Rand Water has run water-savings campaigns since 2014. “But it just didn’t go anywhere… For the Vaal system to recover we need three years, and even if we have good rainfall for the whole of December, it’s not enough.
Mosai called municipal water utilities to a meeting this week to discuss water leaks. “Joburg Water told us they fixed 88 percent of leaks in September in time I don’t know how they’ve done it, but Mogale City has done well with these water restrictions, stopping sprinkler systems in their area.”
Dr Chris Herold, president of the SA Institution of Civil Engineering, believes reducing Rand Water’s supply at source is the only way to attain the water restriction target fast enough.

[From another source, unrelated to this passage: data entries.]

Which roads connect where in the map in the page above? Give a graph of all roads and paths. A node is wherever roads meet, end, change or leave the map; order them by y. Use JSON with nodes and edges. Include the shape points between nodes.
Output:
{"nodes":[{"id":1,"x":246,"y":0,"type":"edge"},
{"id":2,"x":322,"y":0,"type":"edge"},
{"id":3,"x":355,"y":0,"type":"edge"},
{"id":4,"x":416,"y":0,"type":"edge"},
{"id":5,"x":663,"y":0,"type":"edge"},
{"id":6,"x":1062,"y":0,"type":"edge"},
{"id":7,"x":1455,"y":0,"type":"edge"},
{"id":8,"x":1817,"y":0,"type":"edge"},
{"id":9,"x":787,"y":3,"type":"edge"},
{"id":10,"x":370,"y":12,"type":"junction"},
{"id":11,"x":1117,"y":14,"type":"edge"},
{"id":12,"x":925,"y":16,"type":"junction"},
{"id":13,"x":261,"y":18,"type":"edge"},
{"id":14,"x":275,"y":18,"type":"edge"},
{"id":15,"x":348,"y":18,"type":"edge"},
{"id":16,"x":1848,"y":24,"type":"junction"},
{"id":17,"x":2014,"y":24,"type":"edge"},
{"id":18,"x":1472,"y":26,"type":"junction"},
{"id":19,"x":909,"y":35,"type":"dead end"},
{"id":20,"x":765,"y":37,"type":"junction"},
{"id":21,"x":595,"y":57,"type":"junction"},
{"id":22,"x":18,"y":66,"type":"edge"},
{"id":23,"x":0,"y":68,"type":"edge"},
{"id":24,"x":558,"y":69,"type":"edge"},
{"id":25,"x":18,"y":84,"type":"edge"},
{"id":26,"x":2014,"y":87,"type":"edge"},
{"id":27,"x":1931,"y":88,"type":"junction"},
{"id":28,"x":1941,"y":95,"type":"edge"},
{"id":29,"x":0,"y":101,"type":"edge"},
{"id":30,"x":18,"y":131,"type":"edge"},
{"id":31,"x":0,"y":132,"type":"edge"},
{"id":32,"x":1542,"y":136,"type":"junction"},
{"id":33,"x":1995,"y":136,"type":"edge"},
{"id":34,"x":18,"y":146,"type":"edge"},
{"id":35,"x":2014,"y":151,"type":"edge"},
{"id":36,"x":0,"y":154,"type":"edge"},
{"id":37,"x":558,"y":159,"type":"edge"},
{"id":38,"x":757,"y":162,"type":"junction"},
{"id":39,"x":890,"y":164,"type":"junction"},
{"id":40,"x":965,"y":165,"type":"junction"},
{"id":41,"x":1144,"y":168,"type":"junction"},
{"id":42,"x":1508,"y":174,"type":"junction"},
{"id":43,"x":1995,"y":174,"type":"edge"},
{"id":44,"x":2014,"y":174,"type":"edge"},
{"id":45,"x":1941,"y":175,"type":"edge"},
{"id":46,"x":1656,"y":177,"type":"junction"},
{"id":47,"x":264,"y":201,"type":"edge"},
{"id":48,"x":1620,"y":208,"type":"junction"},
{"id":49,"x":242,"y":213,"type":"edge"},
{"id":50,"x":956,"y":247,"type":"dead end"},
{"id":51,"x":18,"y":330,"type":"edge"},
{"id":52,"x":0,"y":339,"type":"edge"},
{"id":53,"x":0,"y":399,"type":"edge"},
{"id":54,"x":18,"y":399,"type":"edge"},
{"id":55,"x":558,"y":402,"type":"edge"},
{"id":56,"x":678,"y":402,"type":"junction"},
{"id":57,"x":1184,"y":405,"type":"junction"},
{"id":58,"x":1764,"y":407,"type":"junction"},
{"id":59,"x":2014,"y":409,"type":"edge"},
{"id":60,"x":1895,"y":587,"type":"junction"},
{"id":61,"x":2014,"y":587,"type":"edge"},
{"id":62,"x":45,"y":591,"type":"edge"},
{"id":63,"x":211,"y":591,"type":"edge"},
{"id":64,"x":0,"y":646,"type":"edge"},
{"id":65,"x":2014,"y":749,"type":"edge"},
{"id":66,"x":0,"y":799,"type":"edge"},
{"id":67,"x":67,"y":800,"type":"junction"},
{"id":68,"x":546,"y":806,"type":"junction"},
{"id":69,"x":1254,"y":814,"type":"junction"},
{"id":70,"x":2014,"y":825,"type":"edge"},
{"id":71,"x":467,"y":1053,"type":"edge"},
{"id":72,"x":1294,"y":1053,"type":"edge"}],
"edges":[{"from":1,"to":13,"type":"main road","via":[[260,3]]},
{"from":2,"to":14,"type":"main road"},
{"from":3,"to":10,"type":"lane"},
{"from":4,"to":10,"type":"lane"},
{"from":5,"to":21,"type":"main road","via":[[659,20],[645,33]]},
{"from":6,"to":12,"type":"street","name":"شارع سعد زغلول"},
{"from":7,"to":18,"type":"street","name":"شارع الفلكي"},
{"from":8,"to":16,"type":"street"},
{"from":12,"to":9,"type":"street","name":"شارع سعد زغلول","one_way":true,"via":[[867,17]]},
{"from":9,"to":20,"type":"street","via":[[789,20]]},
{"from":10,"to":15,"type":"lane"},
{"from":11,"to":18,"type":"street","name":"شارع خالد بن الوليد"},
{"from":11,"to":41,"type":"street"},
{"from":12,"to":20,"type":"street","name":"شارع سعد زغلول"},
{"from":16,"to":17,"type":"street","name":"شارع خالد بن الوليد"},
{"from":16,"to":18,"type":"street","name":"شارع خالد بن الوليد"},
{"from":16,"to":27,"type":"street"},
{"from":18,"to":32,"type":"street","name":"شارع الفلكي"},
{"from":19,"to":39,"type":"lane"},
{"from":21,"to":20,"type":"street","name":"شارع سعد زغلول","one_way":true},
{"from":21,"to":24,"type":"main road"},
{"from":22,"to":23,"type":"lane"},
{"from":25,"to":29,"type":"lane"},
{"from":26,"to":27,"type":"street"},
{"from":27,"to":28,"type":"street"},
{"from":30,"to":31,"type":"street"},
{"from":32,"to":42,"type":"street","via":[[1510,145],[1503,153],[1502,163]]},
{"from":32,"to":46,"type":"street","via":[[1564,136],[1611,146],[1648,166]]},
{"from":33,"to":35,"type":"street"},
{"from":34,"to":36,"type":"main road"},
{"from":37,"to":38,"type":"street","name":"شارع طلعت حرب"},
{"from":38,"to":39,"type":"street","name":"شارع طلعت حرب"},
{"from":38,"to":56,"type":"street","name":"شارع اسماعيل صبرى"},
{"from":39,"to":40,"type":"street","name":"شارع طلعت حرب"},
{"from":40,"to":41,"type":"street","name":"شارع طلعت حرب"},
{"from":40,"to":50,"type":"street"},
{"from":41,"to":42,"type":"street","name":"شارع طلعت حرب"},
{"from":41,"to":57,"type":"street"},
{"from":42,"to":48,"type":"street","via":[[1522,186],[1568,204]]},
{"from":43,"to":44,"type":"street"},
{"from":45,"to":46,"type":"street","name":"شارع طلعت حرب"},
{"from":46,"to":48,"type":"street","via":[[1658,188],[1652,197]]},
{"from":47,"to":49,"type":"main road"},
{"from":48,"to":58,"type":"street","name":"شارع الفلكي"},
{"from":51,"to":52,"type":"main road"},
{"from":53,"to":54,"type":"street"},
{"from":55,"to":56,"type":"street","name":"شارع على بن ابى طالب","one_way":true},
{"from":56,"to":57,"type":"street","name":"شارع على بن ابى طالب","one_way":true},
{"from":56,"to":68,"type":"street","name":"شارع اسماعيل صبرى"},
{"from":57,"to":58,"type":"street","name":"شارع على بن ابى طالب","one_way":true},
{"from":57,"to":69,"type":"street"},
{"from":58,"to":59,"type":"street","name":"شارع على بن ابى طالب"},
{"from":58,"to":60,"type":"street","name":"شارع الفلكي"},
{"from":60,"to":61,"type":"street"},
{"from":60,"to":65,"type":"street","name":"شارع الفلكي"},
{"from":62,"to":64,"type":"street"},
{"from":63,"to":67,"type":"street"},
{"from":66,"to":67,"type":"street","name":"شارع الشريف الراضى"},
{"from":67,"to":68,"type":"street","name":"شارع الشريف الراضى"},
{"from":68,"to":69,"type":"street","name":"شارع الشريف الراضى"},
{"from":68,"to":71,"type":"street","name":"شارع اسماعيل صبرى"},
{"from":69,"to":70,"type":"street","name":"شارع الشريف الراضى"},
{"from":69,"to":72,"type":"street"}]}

“The delay in promulgating and then implementing the 15 percent water restrictions on municipal demand for the first four months of the water planning year means that we have lost 81 million cubic metres of water that cannot be replaced before the current drought is broken, except by imposing even more stringent water restrictions. Hence, to balance the books, we would need to attain a 22.5 percent reduction during the remaining eight months of the year.”
He blames decades of municipal failure to curtail water leaks and implement other water demand management measures and the “shocking failure” of the Department of Water and Sanitation to maintain and refurbish the critically important pumps required to transfer water from the Tugela River to Sterkfontein Dam and from the Usutu River to Heyshope Dam.
“Self-preservation dictates that we have to get the water restrictions working quickly by whatever means possible. A little inconvenience now is nothing compared with the tears that will be shed in future if taps run dry for months or even years.”
The drought and the growing water deficit in the Vaal river system were not unforeseen, believes Mariette Liefferink, of the Federation for a Sustainable Environment.
“The department’s reconciliation strategies for the Vaal river system showed for years a growing deficit and recommended acid mine drainage be desalinated by 2014/2015 and that the Lesotho Highlight Water Project Phase II be constructed by 2020 to mitigate the growing deficit. The Lesotho Highlands Water Project Phase II will now be implemented only by 2025.”